La consultation du Grand Paris nous satisfait, un peu, car c'est l'ébauche d'un intérêt pour un urbanisme de projet et non réglementaire, une reconnaissance de la capacité à imaginer d'une profession, mais elle nous hérisse, beaucoup, car les architectes et leurs projets ne sont que de la pub pas très chère pour une opération de communication, la volonté de remplir le vide intersidéral de la politique d'aménagement du territoire par un coût médiatique. La décentralisation a explosé toute vision d'ensemble, et toute volonté d'en avoir. La France n'est plus capable de grands réseaux d'infrastructure, n'arrive pas à faire le montage du canal seine-nord Europe, met des décennies à faire une ligne TGV quand parallèlement sont supprimés toutes les voies ferrées pénétrantes "vertes" et vertueuses. La France se désertifie, au grand bonheur des sangliers, chevreuils et lapins, tout en se faisant gangréner par une consommation d'espace délirante en lotissements et zone artisanales et commerciales indigentes, l'équivalent d'un département part chaque année en espaces "urbanisés".

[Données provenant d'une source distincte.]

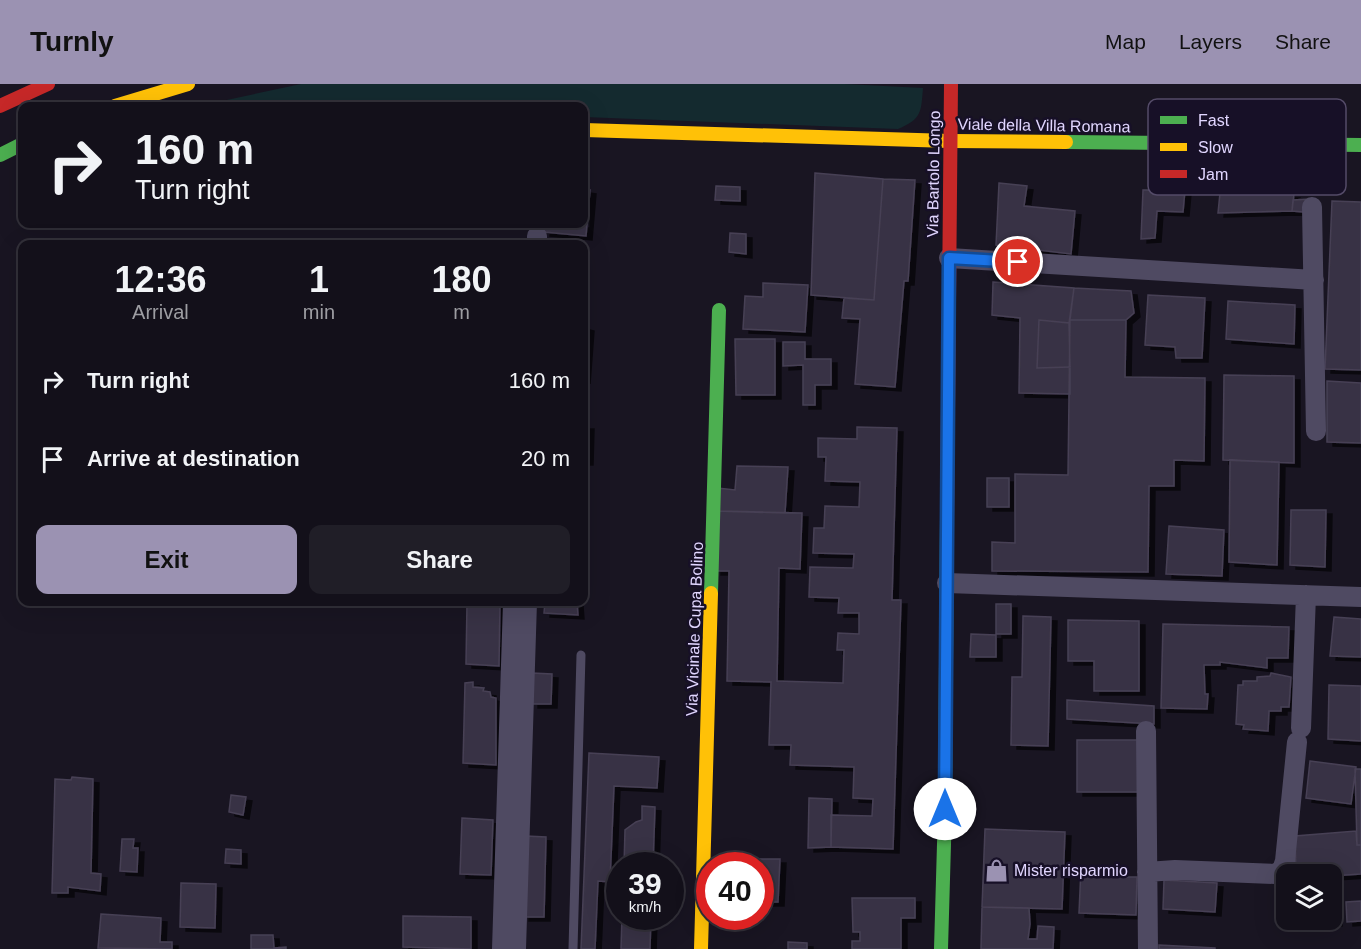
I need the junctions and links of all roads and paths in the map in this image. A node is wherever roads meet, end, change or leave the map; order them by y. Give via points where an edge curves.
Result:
1 (48, 84) edge
2 (188, 84) edge
3 (951, 84) edge
4 (127, 102) edge
5 (0, 106) edge
6 (588, 130) edge
7 (950, 141) junction
8 (1148, 143) edge
9 (1346, 145) edge
10 (1361, 145) edge
11 (18, 146) edge
12 (0, 155) edge
13 (1312, 207) dead end
14 (949, 258) junction
15 (1314, 280) junction
16 (719, 310) dead end
17 (1316, 431) dead end
18 (947, 583) junction
19 (1306, 595) junction
20 (1361, 597) edge
21 (513, 606) edge
22 (527, 606) edge
23 (581, 656) dead end
24 (1146, 730) dead end
25 (1147, 872) junction
26 (502, 949) edge
27 (516, 949) edge
28 (573, 949) edge
29 (701, 949) edge
30 (941, 949) edge
31 (1148, 949) edge

1 - 5 street
2 - 4 street
3 - 7 street, Via Bartolo Longo
6 - 7 street, Viale della Villa Romana
7 - 8 street, Viale della Villa Romana
7 - 14 street, Via Bartolo Longo
9 - 10 street, Viale della Villa Romana
11 - 12 street
13 - 15 street
14 - 15 street
14 - 18 street, Via Bartolo Longo
15 - 17 street
16 - 29 street, Via Vicinale Cupa Bolino
18 - 19 street
18 - 30 street, Via Bartolo Longo
19 - 20 street
19 - 25 street via 1299,735 1282,870 1275,874
21 - 26 street
22 - 27 street
23 - 28 lane
24 - 25 street
25 - 31 street

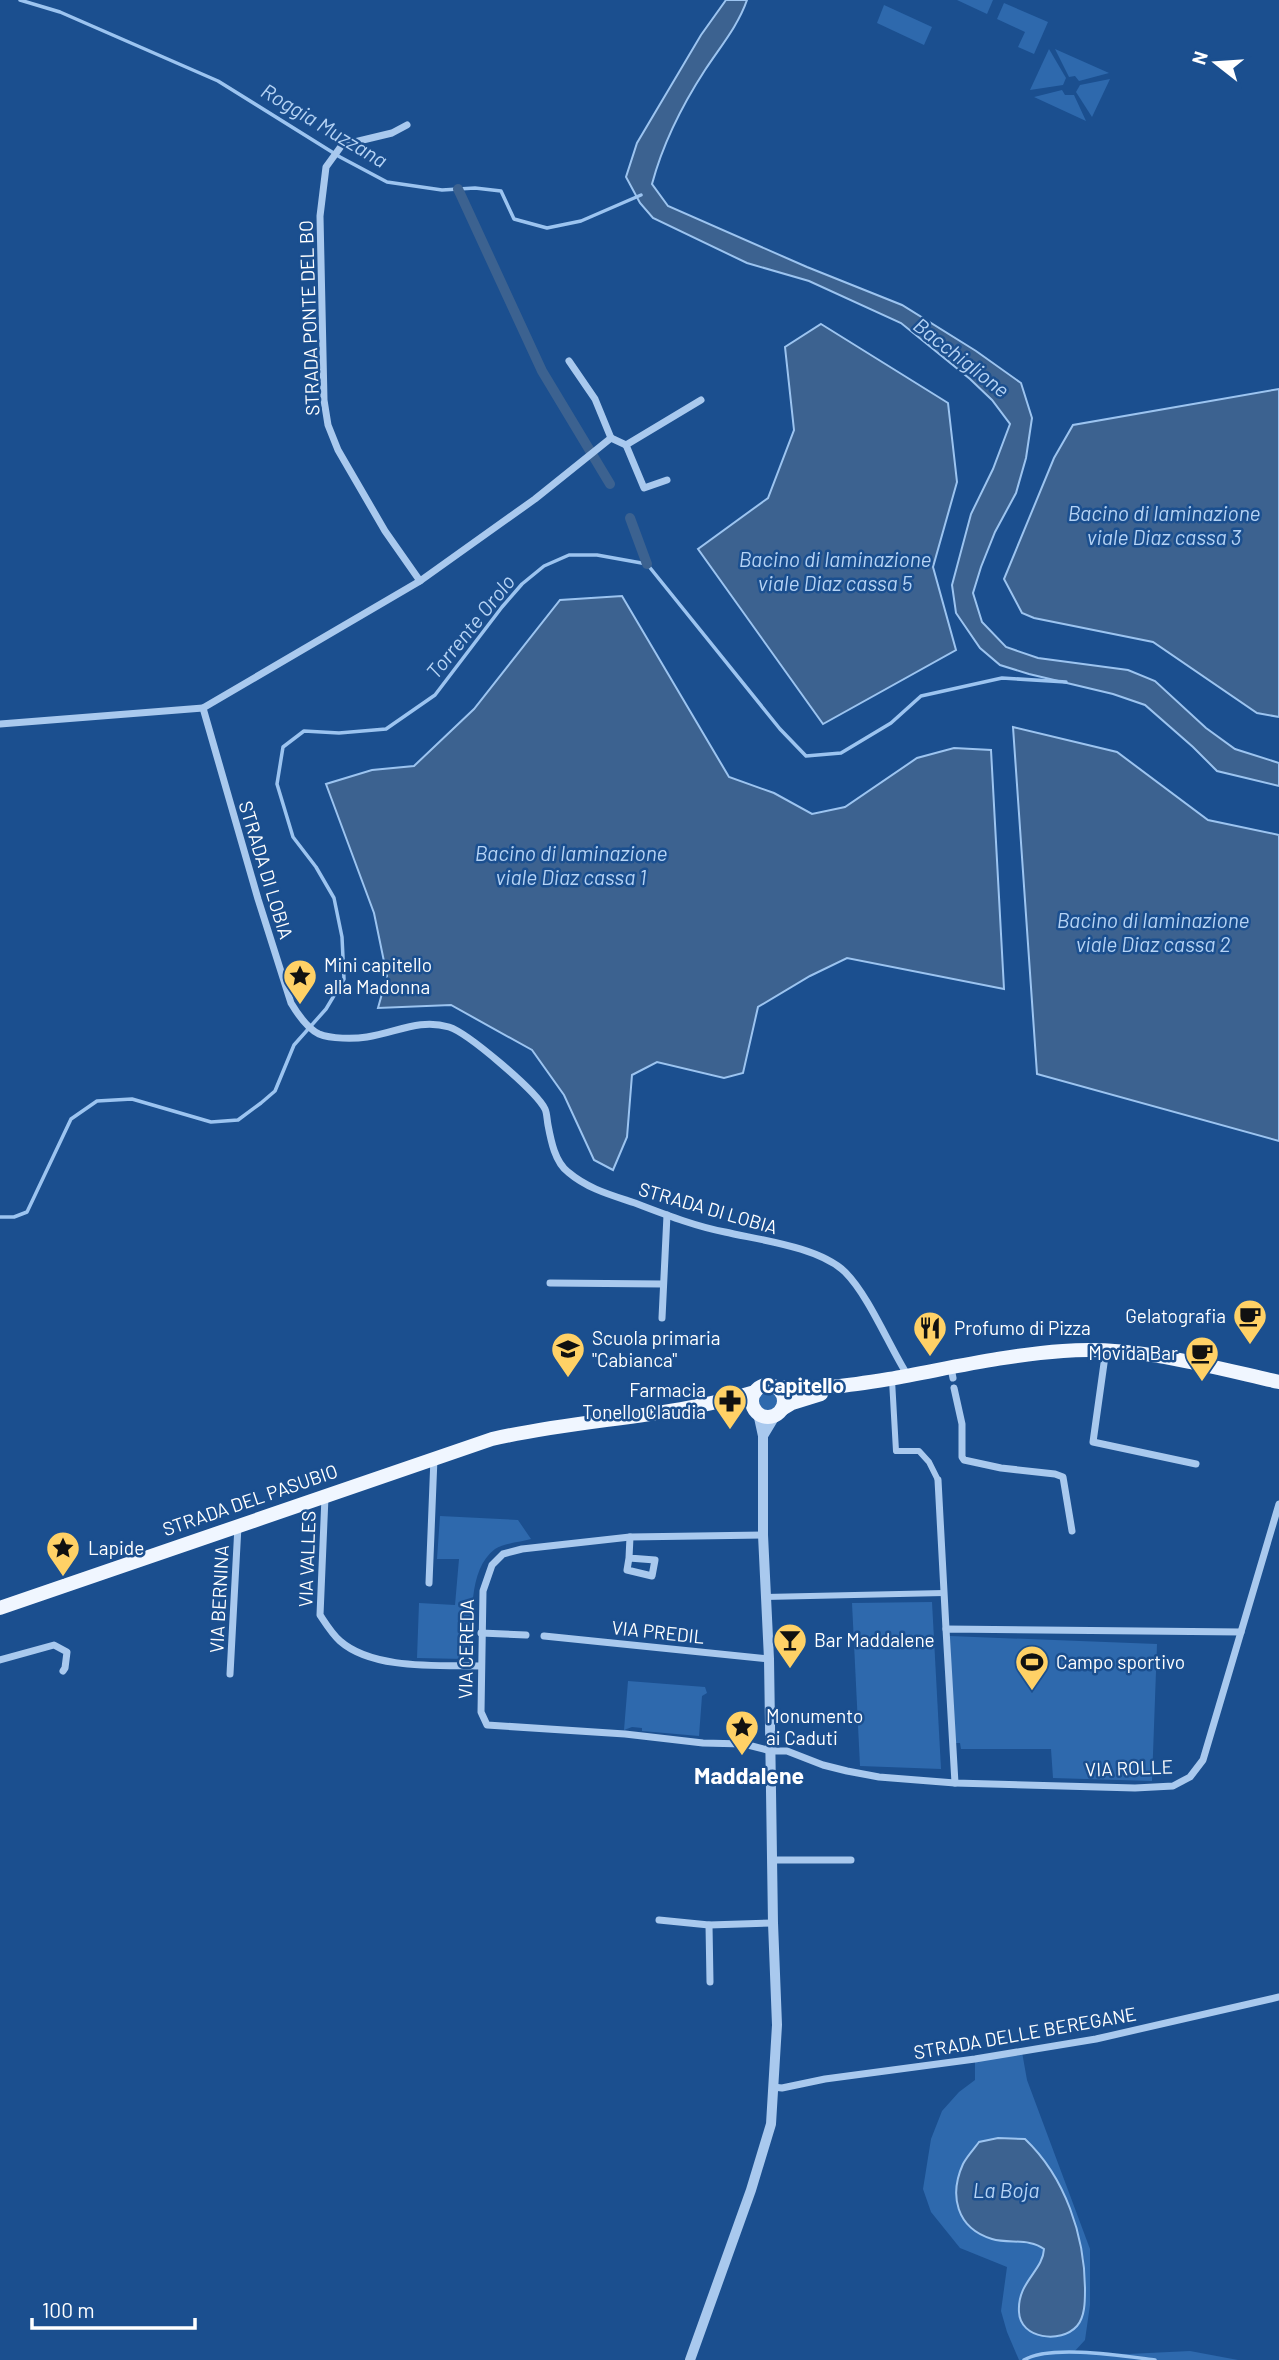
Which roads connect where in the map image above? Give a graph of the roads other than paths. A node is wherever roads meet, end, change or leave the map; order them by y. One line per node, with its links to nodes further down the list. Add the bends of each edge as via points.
1 (407, 125): 7 (street, STRADA PONTE DEL BO, via 342,145 326,167 320,216 324,400 338,450)
2 (569, 361): 4 (street, via 595,399)
3 (701, 400): 5 (street)
4 (611, 438): 5 (street); 7 (street)
5 (626, 445): 6 (street, via 644,488)
6 (667, 480)
7 (420, 581): 8 (street)
8 (203, 708): 9 (street); 10 (street, STRADA DI LOBIA, via 291,1003 304,1021 318,1034 367,1038 430,1023 472,1039 545,1110 554,1152 565,1170 587,1186)
9 (0, 724)
10 (667, 1215): 12 (street); 15 (street, STRADA DI LOBIA, via 801,1250 843,1270 857,1286)
11 (550, 1283): 12 (street)
12 (662, 1284): 13 (street)
13 (662, 1318)
14 (1106, 1349): 15 (main road, via 1062,1351 952,1373); 17 (main road); 27 (street, via 1093,1442)
15 (908, 1376): 16 (main road)
16 (892, 1378): 18 (main road); 28 (street, via 896,1451 919,1451)
17 (1279, 1382)
18 (860, 1384): 19 (main road); 24 (main road, via 803,1399)
19 (777, 1387): 21 (main road, via 765,1385); 24 (main road, via 784,1397)
20 (954, 1388): 32 (street, via 964,1460 1063,1477)
21 (755, 1392): 22 (main road, STRADA DEL PASUBIO); 23 (main road)
22 (677, 1409): 23 (main road, STRADA DEL PASUBIO); 26 (main road, STRADA DEL PASUBIO, via 537,1428)
23 (756, 1411): 24 (main road, via 763,1416); 25 (street)
24 (779, 1412): 25 (street)
25 (762, 1436): 33 (street)
26 (434, 1457): 29 (main road, STRADA DEL PASUBIO); 36 (street)
27 (1195, 1464)
28 (938, 1480): 37 (street)
29 (325, 1494): 31 (main road, STRADA DEL PASUBIO); 47 (street, VIA VALLES, via 320,1615 331,1631 342,1643 400,1663)
30 (1279, 1504): 41 (street, VIA ROLLE)
31 (238, 1525): 39 (main road, STRADA DEL PASUBIO); 49 (street, VIA BERNINA)
32 (1072, 1531)
33 (763, 1535): 34 (street, VIA CEREDA); 38 (street)
34 (630, 1536): 35 (street); 42 (street, VIA CEREDA, via 503,1554 487,1576)
35 (629, 1558)
36 (429, 1583)
37 (944, 1593): 38 (street); 40 (street)
38 (765, 1597): 45 (street)
39 (0, 1608)
40 (946, 1629): 41 (street); 51 (street)
41 (1241, 1632): 51 (street, VIA ROLLE, via 1203,1760 1183,1782 1135,1788)
42 (481, 1633): 43 (street); 47 (street, VIA CEREDA)
43 (526, 1635)
44 (544, 1636): 45 (street, VIA PREDIL)
45 (769, 1659): 50 (street)
46 (0, 1660): 48 (street, via 54,1645 67,1651)
47 (481, 1666): 50 (street, VIA CEREDA, via 481,1712 487,1726 744,1744)
48 (63, 1671)
49 (230, 1674)
50 (771, 1751): 51 (street, VIA ROLLE, via 788,1751 824,1765 879,1777); 52 (street)
51 (955, 1783)
52 (773, 1860): 53 (street); 55 (street)
53 (851, 1860)
54 (659, 1920): 56 (street)
55 (773, 1923): 56 (street); 59 (street)
56 (709, 1925): 57 (street)
57 (710, 1982)
58 (1279, 1997): 59 (street, STRADA DELLE BEREGANE, via 1083,2041)
59 (774, 2087): 60 (street, via 771,2123 751,2190)
60 (690, 2360)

Aucune réflexion face à un phénomène aux conséquences économiques, environnementales, sociologiques lourdes. Nous avons une gouvernance du verbe, pas de la réflexion ni de l'action. L'architecture est un enjeu de civilisation a dit N. Sarkozy, mais on est dans les faits très loin des années ou culture et réflexion avaient une signification... Rappelons que les lois de l'architecture datent de 1977 et 1985, nul doute que de telles lois seraient de la science-fiction aujourd'hui, comme le démontrent la dégradation constante du rôle des concepteurs dans les textes réglementaires (CMP) et, globalement, dans le processus de production du bâti et du cadre de vie. A quand un nouveau souffle, la reconnaissance de l'intelligence, la création d'un grand ministère de l'architecture et du cadre de vie ?
Nous regardons la Consultation internationale sur l'avenir de la métropole parisienne. Que le Grand Paris est américain! D'abord dans le discours du Président de la République bien entendu, qui nous livre sans surprise son imaginaire amoureux dans lequel on peine à trouver dans ses mots quelque chose de grand qui soit français: "New York", "Londres", "le film Avatar", "une grande entreprise américaine". Et si un jour notre président, lassé, nous quittait pour les États-unis? Nous divaguons.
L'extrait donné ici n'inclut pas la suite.